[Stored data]
● ● ● ● ●

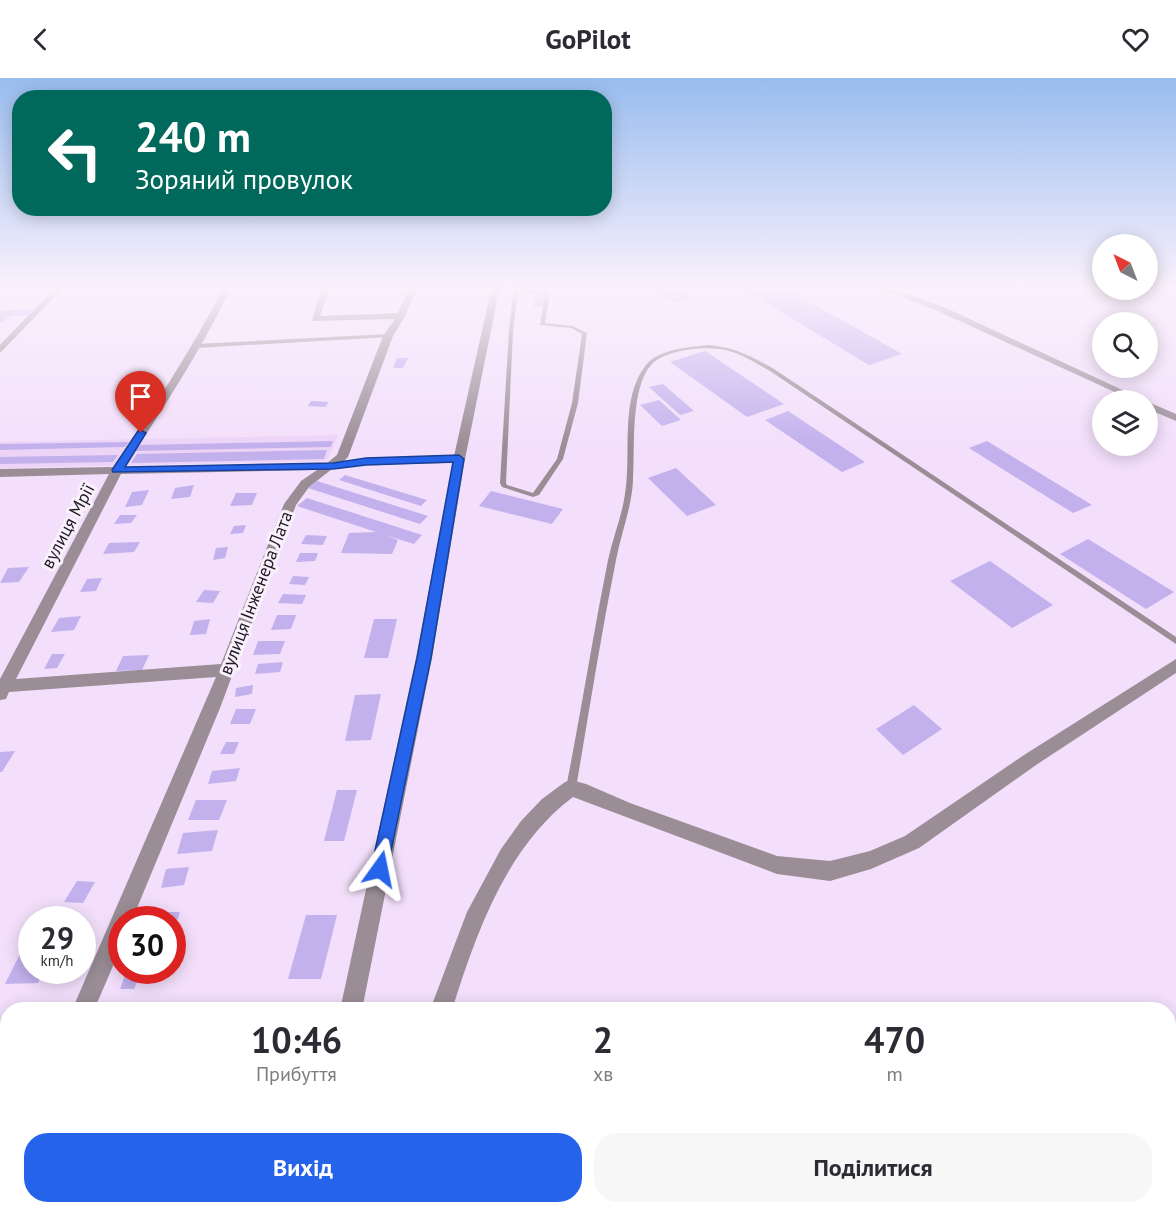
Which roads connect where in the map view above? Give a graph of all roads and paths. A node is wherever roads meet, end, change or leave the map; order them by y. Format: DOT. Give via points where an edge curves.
graph roads {
  1 [pos="11,339"];
  2 [pos="200,339"];
  3 [pos="331,339"];
  4 [pos="387,339"];
  5 [pos="485,339"];
  6 [pos="510,339"];
  7 [pos="584,339"];
  8 [pos="1006,339"];
  9 [pos="196,346"];
  10 [pos="0,350"];
  11 [pos="1116,390"];
  12 [pos="1158,410"];
  13 [pos="1176,418"];
  14 [pos="459,459"];
  15 [pos="333,466"];
  16 [pos="117,470"];
  17 [pos="0,473"];
  18 [pos="1176,641"];
  19 [pos="1176,665"];
  20 [pos="227,670"];
  21 [pos="2,690"];
  22 [pos="571,788"];
  23 [pos="128,906"];
  24 [pos="108,952"];
  25 [pos="86,1002"];
  26 [pos="353,1002"];
  27 [pos="443,1002"];
  1 -- 10 [label="street"];
  2 -- 9 [label="street, вулиця Мрії"];
  3 -- 9 [label="lane"];
  4 -- 15 [label="street, вулиця Інженера Лата" via="349,445"];
  5 -- 14 [label="street"];
  6 -- 7 [label="lane" via="502,483 533,495 560,459 575,403"];
  8 -- 11 [label="street"];
  9 -- 16 [label="street, вулиця Мрії"];
  12 -- 13 [label="street"];
  14 -- 15 [label="street"];
  14 -- 26 [label="street" via="424,658"];
  15 -- 16 [label="street"];
  15 -- 20 [label="street, вулиця Інженера Лата" via="305,484 290,504"];
  16 -- 17 [label="street"];
  16 -- 21 [label="street, вулиця Мрії"];
  18 -- 22 [label="lane" via="772,370 720,346 673,352 647,366 633,398 630,487 616,541"];
  19 -- 22 [label="street" via="912,842 871,860 830,871 777,865"];
  20 -- 21 [label="street"];
  20 -- 23 [label="street, вулиця Інженера Лата"];
  22 -- 27 [label="street" via="555,797 500,867 452,972"];
  24 -- 25 [label="street, вулиця Інженера Лата"];
}
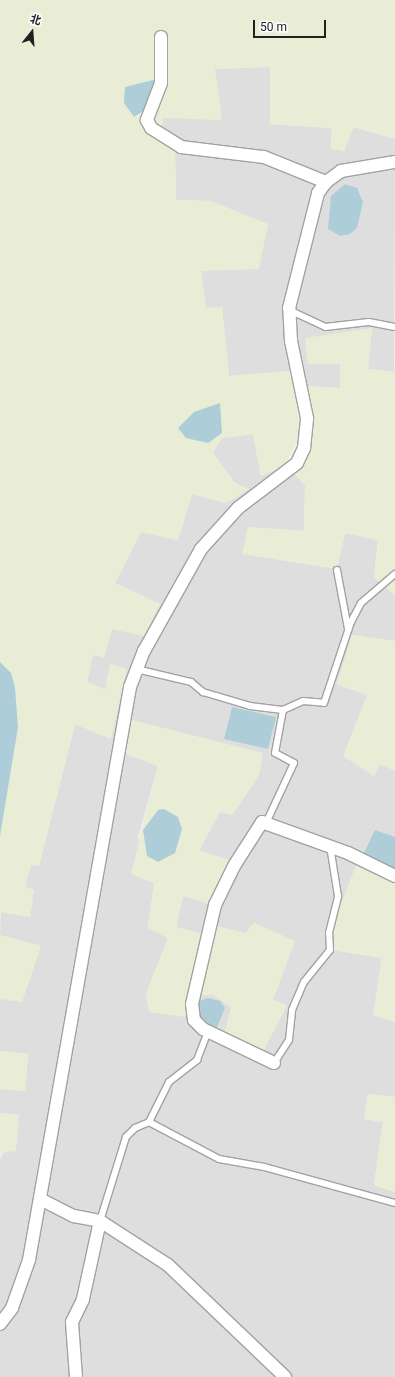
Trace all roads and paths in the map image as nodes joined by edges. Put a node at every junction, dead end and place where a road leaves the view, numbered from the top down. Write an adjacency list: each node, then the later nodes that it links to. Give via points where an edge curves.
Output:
1 (161, 37): 3 (street, via 161,83 147,120 151,128 181,147 264,157)
2 (395, 162): 3 (street, via 342,172)
3 (326, 182): 4 (street, via 316,200)
4 (289, 310): 5 (lane, via 325,327 369,322); 9 (street, via 291,341 307,418 303,452 297,463 238,508 209,538 183,578)
5 (395, 327)
6 (337, 570): 8 (lane)
7 (395, 574): 8 (lane, via 361,603)
8 (348, 629): 10 (lane, via 324,703 303,701)
9 (136, 669): 10 (lane, via 191,682 203,692 250,706); 17 (street, via 122,717)
10 (283, 710): 11 (lane, via 275,753 294,763)
11 (266, 823): 12 (street); 14 (street, via 262,822 234,866 211,919 192,1004 194,1020)
12 (330, 846): 13 (street); 15 (lane, via 338,896 329,933 330,950 306,978 292,1010 289,1040)
13 (395, 876)
14 (208, 1032): 15 (street); 16 (lane, via 197,1060 169,1082)
15 (274, 1063)
16 (149, 1122): 18 (lane, via 219,1159 264,1168); 19 (lane, via 135,1128 126,1137)
17 (40, 1199): 19 (street, via 74,1216); 20 (street, via 25,1275 12,1308)
18 (395, 1203)
19 (100, 1221): 21 (street, via 83,1299 72,1322); 22 (street, via 168,1265)
20 (0, 1324)
21 (76, 1377)
22 (285, 1377)

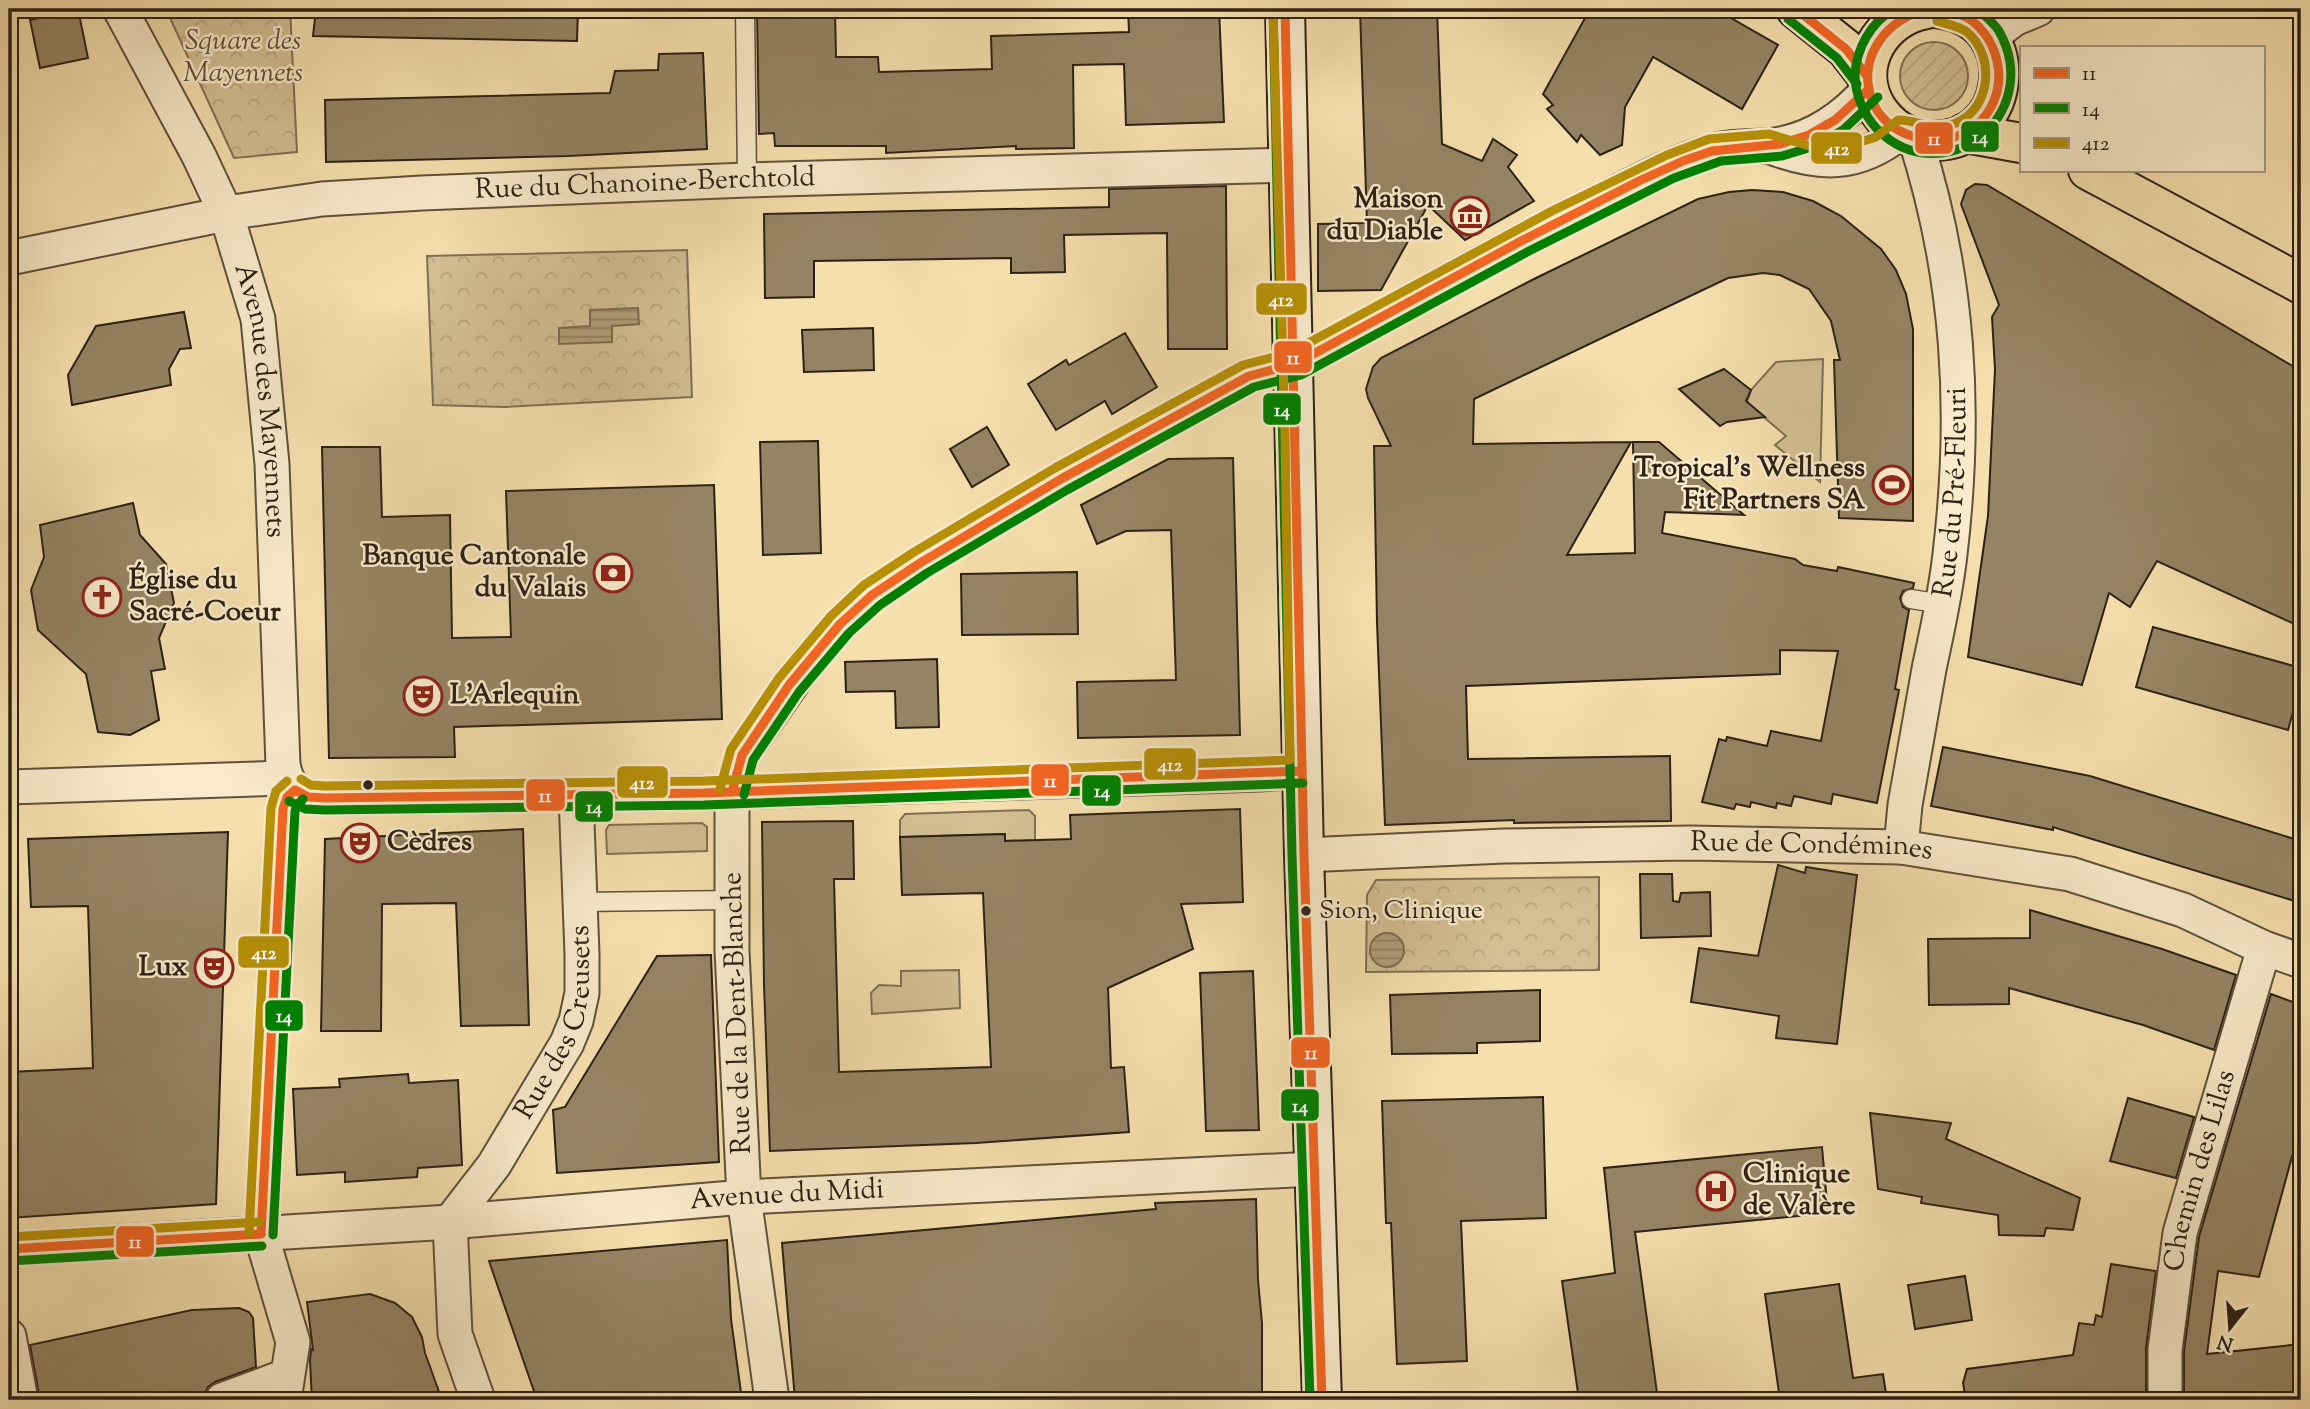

● ● ● ● ●

### Task brief
The reply should hold every entry above, given again exactly, but not a single picture.

### Task answer
Which roads connect where in the map view above? Give a graph of all roads and paths. A node is wherever roads meet, end, change or leave the map; order them by y. Format: DOT. Give via points where an edge curves.
graph roads {
  1 [pos="11,339"];
  2 [pos="200,339"];
  3 [pos="331,339"];
  4 [pos="387,339"];
  5 [pos="485,339"];
  6 [pos="510,339"];
  7 [pos="584,339"];
  8 [pos="1006,339"];
  9 [pos="196,346"];
  10 [pos="0,350"];
  11 [pos="1116,390"];
  12 [pos="1158,410"];
  13 [pos="1176,418"];
  14 [pos="459,459"];
  15 [pos="333,466"];
  16 [pos="117,470"];
  17 [pos="0,473"];
  18 [pos="1176,641"];
  19 [pos="1176,665"];
  20 [pos="227,670"];
  21 [pos="2,690"];
  22 [pos="571,788"];
  23 [pos="128,906"];
  24 [pos="108,952"];
  25 [pos="86,1002"];
  26 [pos="353,1002"];
  27 [pos="443,1002"];
  1 -- 10 [label="street"];
  2 -- 9 [label="street, вулиця Мрії"];
  3 -- 9 [label="lane"];
  4 -- 15 [label="street, вулиця Інженера Лата" via="349,445"];
  5 -- 14 [label="street"];
  6 -- 7 [label="lane" via="502,483 533,495 560,459 575,403"];
  8 -- 11 [label="street"];
  9 -- 16 [label="street, вулиця Мрії"];
  12 -- 13 [label="street"];
  14 -- 15 [label="street"];
  14 -- 26 [label="street" via="424,658"];
  15 -- 16 [label="street"];
  15 -- 20 [label="street, вулиця Інженера Лата" via="305,484 290,504"];
  16 -- 17 [label="street"];
  16 -- 21 [label="street, вулиця Мрії"];
  18 -- 22 [label="lane" via="772,370 720,346 673,352 647,366 633,398 630,487 616,541"];
  19 -- 22 [label="street" via="912,842 871,860 830,871 777,865"];
  20 -- 21 [label="street"];
  20 -- 23 [label="street, вулиця Інженера Лата"];
  22 -- 27 [label="street" via="555,797 500,867 452,972"];
  24 -- 25 [label="street, вулиця Інженера Лата"];
}
Trace all roads and paths in the map image as nodes joined by edges. Put a node at every junction, dead end and place where a road leaves the view, numbered from the top down. Write an adjacency list: each node, then the later nodes that it links to. Give via points where an edge curves.
Output:
1 (161, 37): 3 (street, via 161,83 147,120 151,128 181,147 264,157)
2 (395, 162): 3 (street, via 342,172)
3 (326, 182): 4 (street, via 316,200)
4 (289, 310): 5 (lane, via 325,327 369,322); 9 (street, via 291,341 307,418 303,452 297,463 238,508 209,538 183,578)
5 (395, 327)
6 (337, 570): 8 (lane)
7 (395, 574): 8 (lane, via 361,603)
8 (348, 629): 10 (lane, via 324,703 303,701)
9 (136, 669): 10 (lane, via 191,682 203,692 250,706); 17 (street, via 122,717)
10 (283, 710): 11 (lane, via 275,753 294,763)
11 (266, 823): 12 (street); 14 (street, via 262,822 234,866 211,919 192,1004 194,1020)
12 (330, 846): 13 (street); 15 (lane, via 338,896 329,933 330,950 306,978 292,1010 289,1040)
13 (395, 876)
14 (208, 1032): 15 (street); 16 (lane, via 197,1060 169,1082)
15 (274, 1063)
16 (149, 1122): 18 (lane, via 219,1159 264,1168); 19 (lane, via 135,1128 126,1137)
17 (40, 1199): 19 (street, via 74,1216); 20 (street, via 25,1275 12,1308)
18 (395, 1203)
19 (100, 1221): 21 (street, via 83,1299 72,1322); 22 (street, via 168,1265)
20 (0, 1324)
21 (76, 1377)
22 (285, 1377)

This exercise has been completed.